(DATASET EXCERPTS)
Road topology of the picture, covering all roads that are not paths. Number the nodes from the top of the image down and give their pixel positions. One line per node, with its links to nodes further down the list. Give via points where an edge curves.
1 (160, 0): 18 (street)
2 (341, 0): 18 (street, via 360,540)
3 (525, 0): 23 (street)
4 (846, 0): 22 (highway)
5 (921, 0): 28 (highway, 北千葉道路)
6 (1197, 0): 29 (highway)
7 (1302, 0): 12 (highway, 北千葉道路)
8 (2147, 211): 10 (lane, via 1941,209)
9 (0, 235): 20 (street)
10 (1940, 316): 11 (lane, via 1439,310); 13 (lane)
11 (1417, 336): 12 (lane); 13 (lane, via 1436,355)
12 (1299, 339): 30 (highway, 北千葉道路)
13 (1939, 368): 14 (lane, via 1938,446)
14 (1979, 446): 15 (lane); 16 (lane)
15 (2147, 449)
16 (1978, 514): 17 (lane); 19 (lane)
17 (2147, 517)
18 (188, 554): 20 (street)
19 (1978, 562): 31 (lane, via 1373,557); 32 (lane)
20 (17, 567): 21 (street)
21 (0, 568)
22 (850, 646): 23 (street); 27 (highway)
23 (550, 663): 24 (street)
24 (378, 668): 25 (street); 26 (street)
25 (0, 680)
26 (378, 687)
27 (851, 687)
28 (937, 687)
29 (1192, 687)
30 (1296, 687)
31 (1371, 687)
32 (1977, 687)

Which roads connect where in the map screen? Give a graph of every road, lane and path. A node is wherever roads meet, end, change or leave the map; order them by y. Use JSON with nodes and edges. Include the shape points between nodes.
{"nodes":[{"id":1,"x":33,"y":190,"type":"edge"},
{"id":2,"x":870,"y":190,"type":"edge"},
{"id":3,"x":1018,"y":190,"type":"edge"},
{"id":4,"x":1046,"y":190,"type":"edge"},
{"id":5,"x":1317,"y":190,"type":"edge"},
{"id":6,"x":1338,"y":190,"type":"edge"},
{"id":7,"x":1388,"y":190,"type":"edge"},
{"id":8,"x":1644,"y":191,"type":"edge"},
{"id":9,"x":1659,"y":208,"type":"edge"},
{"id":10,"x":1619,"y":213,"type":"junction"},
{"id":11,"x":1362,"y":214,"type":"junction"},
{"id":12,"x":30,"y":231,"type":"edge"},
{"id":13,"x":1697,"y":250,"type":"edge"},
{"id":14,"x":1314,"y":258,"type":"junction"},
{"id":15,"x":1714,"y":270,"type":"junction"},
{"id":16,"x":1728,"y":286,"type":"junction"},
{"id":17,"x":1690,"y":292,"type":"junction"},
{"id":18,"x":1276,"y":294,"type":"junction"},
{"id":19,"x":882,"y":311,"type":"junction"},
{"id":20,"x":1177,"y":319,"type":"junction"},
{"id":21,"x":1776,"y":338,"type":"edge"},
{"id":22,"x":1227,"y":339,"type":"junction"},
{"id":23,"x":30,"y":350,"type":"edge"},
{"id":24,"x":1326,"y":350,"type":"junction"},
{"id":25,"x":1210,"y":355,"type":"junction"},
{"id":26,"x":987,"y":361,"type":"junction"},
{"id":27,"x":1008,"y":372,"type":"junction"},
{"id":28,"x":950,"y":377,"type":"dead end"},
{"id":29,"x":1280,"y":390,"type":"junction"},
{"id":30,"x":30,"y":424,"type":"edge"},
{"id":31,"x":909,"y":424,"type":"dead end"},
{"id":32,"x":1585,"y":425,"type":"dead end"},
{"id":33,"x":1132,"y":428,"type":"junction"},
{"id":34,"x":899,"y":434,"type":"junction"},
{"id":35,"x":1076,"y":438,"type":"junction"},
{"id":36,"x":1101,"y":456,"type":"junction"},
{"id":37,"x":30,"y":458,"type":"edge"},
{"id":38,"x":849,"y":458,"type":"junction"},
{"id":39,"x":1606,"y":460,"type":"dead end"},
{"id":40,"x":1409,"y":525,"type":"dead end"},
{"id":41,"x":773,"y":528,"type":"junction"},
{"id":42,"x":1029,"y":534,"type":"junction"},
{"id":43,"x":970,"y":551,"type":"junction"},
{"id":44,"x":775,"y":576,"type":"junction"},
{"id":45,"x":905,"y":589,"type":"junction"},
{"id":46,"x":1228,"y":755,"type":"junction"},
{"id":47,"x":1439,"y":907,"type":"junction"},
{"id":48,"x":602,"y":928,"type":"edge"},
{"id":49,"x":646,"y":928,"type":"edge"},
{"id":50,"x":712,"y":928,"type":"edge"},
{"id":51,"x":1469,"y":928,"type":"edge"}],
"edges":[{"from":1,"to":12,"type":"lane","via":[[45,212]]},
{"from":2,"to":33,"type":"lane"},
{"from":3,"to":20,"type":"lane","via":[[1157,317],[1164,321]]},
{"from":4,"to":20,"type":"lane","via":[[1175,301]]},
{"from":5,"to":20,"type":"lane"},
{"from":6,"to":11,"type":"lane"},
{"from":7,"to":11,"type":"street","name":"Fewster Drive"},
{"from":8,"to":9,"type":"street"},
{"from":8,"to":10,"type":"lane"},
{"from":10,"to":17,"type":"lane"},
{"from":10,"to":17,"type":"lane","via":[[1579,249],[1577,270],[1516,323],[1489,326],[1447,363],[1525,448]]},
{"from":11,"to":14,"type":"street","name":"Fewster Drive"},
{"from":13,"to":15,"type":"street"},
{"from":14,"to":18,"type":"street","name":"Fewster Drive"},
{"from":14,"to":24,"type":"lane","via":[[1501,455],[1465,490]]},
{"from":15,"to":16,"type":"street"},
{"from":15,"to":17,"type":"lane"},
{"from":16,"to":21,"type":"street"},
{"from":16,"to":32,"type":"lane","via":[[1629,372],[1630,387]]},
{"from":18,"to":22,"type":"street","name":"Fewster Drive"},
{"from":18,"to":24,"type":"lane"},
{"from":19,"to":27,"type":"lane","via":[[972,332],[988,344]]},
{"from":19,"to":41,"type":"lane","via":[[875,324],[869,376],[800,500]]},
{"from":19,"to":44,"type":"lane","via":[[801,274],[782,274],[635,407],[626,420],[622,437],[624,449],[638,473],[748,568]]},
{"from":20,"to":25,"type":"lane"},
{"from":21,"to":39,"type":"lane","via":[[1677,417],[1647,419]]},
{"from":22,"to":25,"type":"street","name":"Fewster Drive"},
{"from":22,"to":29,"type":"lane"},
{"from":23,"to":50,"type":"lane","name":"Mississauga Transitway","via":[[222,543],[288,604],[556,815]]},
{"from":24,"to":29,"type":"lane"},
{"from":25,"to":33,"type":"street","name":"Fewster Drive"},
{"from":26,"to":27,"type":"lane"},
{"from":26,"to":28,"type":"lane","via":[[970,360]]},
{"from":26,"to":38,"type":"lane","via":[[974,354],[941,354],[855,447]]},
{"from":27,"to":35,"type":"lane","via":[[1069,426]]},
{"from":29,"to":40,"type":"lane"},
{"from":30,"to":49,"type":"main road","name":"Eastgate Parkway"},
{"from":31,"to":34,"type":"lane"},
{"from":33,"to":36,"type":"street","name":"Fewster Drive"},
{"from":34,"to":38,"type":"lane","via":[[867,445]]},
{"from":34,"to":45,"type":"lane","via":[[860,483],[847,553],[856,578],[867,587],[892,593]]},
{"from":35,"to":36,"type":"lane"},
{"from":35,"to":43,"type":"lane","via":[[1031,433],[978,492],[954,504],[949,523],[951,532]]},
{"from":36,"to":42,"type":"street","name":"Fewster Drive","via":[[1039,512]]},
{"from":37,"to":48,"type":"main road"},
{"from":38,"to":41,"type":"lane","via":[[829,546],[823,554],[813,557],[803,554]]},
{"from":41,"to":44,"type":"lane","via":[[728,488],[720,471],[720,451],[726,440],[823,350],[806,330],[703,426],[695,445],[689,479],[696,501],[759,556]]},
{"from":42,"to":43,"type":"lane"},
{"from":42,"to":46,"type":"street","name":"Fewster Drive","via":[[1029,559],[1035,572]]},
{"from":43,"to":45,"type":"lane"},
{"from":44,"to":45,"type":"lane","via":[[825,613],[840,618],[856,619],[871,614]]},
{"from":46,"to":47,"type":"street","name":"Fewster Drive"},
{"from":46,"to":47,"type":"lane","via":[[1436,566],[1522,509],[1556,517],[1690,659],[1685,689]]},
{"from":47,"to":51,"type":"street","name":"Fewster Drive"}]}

(EXERCISE)
For this exercise, copy every line of the data that holds "dead".

(RESULT)
{"id":28,"x":950,"y":377,"type":"dead end"},
{"id":31,"x":909,"y":424,"type":"dead end"},
{"id":32,"x":1585,"y":425,"type":"dead end"},
{"id":39,"x":1606,"y":460,"type":"dead end"},
{"id":40,"x":1409,"y":525,"type":"dead end"},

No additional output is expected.